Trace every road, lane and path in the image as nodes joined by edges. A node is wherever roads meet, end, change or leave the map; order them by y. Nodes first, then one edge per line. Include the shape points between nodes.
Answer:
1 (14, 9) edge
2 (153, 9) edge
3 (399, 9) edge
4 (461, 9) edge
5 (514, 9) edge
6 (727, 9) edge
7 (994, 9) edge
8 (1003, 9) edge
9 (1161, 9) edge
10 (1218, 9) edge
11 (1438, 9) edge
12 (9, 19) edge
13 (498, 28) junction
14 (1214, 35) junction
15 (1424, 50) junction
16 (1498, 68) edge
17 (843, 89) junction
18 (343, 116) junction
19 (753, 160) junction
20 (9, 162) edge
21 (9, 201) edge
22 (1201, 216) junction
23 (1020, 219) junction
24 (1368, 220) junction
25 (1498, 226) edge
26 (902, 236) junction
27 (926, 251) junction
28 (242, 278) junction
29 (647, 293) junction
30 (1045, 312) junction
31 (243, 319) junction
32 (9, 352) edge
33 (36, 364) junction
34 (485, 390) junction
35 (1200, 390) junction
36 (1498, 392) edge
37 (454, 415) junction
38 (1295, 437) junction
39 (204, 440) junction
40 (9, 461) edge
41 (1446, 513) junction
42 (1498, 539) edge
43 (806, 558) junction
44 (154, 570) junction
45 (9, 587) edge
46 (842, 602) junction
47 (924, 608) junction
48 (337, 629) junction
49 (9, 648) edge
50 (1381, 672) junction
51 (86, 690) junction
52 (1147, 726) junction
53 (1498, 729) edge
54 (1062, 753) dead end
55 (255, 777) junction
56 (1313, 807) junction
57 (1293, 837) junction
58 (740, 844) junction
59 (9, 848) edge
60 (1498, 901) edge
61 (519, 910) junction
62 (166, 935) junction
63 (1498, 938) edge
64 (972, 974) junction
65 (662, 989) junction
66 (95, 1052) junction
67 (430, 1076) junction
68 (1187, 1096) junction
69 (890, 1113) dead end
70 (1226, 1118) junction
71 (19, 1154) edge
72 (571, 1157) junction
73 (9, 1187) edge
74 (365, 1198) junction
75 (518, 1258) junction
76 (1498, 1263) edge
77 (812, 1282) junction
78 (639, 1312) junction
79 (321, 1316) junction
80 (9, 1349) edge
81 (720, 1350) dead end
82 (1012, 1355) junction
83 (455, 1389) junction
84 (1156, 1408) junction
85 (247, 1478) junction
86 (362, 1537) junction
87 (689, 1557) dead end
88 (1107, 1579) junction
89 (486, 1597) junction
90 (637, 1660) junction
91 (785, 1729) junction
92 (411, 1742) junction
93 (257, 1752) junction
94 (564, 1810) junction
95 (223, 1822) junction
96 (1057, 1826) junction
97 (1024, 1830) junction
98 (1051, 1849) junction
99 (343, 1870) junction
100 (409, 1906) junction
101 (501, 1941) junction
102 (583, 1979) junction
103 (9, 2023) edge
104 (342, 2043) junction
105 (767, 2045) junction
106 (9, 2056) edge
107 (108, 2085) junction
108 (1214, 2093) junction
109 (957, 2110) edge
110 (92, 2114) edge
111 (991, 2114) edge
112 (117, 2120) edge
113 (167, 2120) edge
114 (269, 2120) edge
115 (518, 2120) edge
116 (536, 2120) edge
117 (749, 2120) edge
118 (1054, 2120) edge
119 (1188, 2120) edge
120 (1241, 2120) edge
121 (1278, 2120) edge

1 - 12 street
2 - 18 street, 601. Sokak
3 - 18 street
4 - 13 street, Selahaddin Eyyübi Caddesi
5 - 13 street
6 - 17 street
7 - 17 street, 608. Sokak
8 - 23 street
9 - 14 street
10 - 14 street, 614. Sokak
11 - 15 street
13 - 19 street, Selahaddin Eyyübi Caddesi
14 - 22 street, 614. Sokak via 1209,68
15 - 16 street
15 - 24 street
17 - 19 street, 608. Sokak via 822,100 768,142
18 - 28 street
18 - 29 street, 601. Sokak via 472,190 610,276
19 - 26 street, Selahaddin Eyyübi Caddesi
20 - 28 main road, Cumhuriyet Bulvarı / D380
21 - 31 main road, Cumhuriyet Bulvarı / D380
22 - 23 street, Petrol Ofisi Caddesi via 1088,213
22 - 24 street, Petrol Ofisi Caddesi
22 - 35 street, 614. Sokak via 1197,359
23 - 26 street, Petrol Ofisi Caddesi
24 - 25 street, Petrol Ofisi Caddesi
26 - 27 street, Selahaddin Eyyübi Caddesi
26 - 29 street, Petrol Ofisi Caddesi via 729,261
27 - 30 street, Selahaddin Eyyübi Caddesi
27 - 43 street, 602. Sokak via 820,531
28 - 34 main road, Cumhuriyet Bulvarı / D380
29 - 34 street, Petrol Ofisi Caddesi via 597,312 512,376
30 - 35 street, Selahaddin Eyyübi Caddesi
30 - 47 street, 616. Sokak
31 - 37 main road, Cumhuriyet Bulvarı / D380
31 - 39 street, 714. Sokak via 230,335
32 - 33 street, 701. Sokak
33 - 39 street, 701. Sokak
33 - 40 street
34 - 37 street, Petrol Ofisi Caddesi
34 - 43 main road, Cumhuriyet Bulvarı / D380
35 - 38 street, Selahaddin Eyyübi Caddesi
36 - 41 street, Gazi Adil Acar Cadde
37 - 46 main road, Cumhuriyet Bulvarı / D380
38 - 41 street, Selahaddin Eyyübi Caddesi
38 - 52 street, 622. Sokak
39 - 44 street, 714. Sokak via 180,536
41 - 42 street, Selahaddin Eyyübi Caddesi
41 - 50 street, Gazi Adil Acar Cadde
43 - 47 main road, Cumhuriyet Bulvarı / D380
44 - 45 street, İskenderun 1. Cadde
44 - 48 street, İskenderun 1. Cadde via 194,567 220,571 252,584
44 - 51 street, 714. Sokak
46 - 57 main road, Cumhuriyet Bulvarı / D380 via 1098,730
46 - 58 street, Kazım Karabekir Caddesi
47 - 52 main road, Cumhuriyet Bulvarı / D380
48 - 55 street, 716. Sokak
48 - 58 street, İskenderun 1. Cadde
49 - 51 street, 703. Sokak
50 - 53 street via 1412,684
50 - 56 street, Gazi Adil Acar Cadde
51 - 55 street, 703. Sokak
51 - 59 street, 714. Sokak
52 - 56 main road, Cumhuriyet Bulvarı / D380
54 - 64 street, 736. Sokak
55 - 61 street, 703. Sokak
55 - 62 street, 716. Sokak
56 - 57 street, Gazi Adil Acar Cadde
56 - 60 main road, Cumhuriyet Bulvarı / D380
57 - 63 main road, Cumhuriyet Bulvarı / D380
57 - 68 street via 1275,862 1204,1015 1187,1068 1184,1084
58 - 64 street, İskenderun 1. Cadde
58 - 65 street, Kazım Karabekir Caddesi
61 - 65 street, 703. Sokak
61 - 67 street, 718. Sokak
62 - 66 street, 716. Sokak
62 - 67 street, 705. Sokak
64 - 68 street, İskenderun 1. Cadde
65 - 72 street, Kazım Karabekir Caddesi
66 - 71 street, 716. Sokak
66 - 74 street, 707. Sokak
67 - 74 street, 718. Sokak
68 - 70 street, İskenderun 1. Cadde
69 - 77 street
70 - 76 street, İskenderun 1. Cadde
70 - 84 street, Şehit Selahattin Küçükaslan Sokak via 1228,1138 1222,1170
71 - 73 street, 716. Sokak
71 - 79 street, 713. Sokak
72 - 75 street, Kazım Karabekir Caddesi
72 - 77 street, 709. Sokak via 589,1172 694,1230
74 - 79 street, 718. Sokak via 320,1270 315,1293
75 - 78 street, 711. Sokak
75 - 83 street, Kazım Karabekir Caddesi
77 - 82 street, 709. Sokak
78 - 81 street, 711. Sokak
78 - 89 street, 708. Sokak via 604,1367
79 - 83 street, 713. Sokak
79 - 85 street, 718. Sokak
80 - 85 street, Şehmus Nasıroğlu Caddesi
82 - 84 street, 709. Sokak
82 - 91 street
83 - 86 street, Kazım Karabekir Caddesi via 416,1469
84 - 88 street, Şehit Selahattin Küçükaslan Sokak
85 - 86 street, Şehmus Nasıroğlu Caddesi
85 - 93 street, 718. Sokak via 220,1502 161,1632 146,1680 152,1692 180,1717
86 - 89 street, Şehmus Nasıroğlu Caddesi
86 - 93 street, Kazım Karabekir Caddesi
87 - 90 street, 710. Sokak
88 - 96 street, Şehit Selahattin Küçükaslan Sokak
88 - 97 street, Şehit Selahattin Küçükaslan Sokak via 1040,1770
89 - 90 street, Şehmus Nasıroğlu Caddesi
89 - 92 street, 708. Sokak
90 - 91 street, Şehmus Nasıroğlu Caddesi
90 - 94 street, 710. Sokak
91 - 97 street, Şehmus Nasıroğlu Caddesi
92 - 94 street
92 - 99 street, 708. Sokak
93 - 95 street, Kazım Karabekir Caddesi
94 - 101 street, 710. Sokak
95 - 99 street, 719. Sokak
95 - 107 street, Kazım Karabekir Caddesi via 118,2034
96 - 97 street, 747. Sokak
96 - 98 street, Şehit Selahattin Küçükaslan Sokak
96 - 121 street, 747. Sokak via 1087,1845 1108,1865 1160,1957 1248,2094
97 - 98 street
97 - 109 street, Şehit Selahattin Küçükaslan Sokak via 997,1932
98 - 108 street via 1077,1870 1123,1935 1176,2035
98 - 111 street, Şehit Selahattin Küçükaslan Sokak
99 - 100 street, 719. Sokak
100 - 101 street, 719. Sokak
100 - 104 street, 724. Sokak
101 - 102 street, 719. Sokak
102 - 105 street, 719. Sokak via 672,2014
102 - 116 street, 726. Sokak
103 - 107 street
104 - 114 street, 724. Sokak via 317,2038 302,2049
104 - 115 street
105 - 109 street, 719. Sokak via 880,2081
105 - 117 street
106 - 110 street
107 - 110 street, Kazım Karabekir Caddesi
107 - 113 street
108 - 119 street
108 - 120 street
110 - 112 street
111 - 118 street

☆ ☆ ☆ ☆

## EXERCISE PROMPT
Copy each line of the data that contains the word "Acar".

## RESPONSE BELOW
36 - 41 street, Gazi Adil Acar Cadde
41 - 50 street, Gazi Adil Acar Cadde
50 - 56 street, Gazi Adil Acar Cadde
56 - 57 street, Gazi Adil Acar Cadde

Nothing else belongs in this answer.